After being measured, the game balls will be secured and withdrawn from play. Back-up footballs will be utilized for each team during the second half of these randomly chosen games only. The replacement ball will be inflated to the same pressure as the original ball.
The used ball will be discarded after any score is established or at the end of the game. However, coaches can decide to throw out a ball that is damaged through use. This would include balls that are deflated, have cuts or scratches on them, or appear to no longer be in good condition.
Coaches must ensure that there is at least one ball available for each series of downs during both regular season and post-season play. If not, then players will not have enough opportunity to take advantage of defensive mistakes. In addition, coaches should keep in mind the importance of rotation when planning their strategy for game time utilization. For example, if several players are likely to get injured if they continue to run on a fatigued muscle group, then it makes sense to use some of those opportunities to give other players on the roster a chance to see action.
During pre-season games, it is common practice for coaches to use a different color jersey for each offensive player.
The NFL delivers around 30 balls to each club the week before each game; these are the quarterback balls.
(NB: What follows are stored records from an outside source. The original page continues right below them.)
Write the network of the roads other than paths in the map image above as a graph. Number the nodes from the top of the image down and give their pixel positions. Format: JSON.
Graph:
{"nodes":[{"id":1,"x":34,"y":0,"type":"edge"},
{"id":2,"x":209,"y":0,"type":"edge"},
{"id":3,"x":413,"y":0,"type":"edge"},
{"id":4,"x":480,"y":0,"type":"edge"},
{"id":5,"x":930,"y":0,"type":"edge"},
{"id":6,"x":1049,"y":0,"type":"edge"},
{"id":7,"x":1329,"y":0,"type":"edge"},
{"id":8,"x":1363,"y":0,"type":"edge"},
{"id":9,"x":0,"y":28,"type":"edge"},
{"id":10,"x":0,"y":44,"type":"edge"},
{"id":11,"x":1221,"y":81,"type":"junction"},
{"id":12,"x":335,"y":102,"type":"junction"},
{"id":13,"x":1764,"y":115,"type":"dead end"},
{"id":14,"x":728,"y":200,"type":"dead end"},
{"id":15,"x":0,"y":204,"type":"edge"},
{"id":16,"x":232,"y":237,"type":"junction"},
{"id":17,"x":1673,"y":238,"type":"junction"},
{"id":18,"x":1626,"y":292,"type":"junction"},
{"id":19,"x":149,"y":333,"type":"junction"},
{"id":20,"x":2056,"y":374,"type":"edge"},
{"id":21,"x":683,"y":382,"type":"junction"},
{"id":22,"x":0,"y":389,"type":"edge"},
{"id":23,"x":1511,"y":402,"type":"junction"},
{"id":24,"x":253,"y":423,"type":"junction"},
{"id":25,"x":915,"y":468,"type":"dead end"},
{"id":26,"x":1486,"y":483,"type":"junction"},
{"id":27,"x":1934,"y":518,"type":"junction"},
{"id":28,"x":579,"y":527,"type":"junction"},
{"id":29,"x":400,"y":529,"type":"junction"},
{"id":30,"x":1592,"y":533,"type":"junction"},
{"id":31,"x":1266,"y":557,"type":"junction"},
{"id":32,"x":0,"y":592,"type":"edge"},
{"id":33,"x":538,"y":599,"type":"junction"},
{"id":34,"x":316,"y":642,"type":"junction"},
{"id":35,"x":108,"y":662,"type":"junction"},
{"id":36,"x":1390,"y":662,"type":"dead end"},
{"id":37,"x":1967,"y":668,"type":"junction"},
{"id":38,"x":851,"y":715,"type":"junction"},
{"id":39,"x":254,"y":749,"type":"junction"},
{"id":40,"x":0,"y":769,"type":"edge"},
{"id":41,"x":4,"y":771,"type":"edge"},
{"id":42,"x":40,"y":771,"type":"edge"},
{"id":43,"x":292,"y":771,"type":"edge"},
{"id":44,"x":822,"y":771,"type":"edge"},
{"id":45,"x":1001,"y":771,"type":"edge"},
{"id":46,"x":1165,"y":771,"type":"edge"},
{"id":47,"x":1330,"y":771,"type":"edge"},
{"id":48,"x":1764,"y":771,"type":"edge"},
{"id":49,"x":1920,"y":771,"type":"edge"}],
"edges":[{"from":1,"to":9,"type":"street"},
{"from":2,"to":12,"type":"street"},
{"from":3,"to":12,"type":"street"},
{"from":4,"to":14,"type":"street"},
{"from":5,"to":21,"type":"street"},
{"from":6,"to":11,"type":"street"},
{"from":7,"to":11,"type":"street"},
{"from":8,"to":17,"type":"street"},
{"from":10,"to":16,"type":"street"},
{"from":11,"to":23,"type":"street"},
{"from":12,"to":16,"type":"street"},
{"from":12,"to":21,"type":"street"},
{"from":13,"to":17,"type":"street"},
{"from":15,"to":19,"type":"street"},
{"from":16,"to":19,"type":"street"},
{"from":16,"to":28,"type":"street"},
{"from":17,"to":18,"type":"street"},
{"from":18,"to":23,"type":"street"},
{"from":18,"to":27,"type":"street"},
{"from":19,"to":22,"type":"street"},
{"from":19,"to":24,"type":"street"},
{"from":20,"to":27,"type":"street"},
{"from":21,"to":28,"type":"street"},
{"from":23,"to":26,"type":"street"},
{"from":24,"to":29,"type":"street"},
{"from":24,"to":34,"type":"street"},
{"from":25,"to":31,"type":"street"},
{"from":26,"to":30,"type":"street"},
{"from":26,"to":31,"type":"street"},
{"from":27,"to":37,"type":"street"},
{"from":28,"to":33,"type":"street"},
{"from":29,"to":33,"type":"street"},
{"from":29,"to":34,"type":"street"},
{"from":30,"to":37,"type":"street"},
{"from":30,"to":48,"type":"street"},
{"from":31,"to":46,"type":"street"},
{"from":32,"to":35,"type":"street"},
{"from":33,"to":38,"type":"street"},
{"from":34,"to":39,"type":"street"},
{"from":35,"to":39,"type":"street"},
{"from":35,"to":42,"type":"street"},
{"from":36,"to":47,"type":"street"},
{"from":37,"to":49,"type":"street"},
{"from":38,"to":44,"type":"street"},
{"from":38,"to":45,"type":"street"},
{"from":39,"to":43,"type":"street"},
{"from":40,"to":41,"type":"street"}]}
The equipment people are permitted to break them in (within reason—the NFL doesn't want really beat up footballs showing on TV) to the quarterbacks' standards. Then they're ready to go for use in games.
During games, if a ball is deemed by a referee to be defective (i.e., not new or not properly inflated), then it can be replaced by using one of the two options available to teams during timeouts. If a team chooses to do this, then an additional ball must be obtained from the league office. As soon as a replacement ball is received by a quarterback, he may continue playing with it until he receives another warning from the referee that the ball has been replaced. If a second warning is given, then the quarterback will be penalized 15 yards and his team will have a second chance to replace the deflated ball. A third infraction results in disqualification.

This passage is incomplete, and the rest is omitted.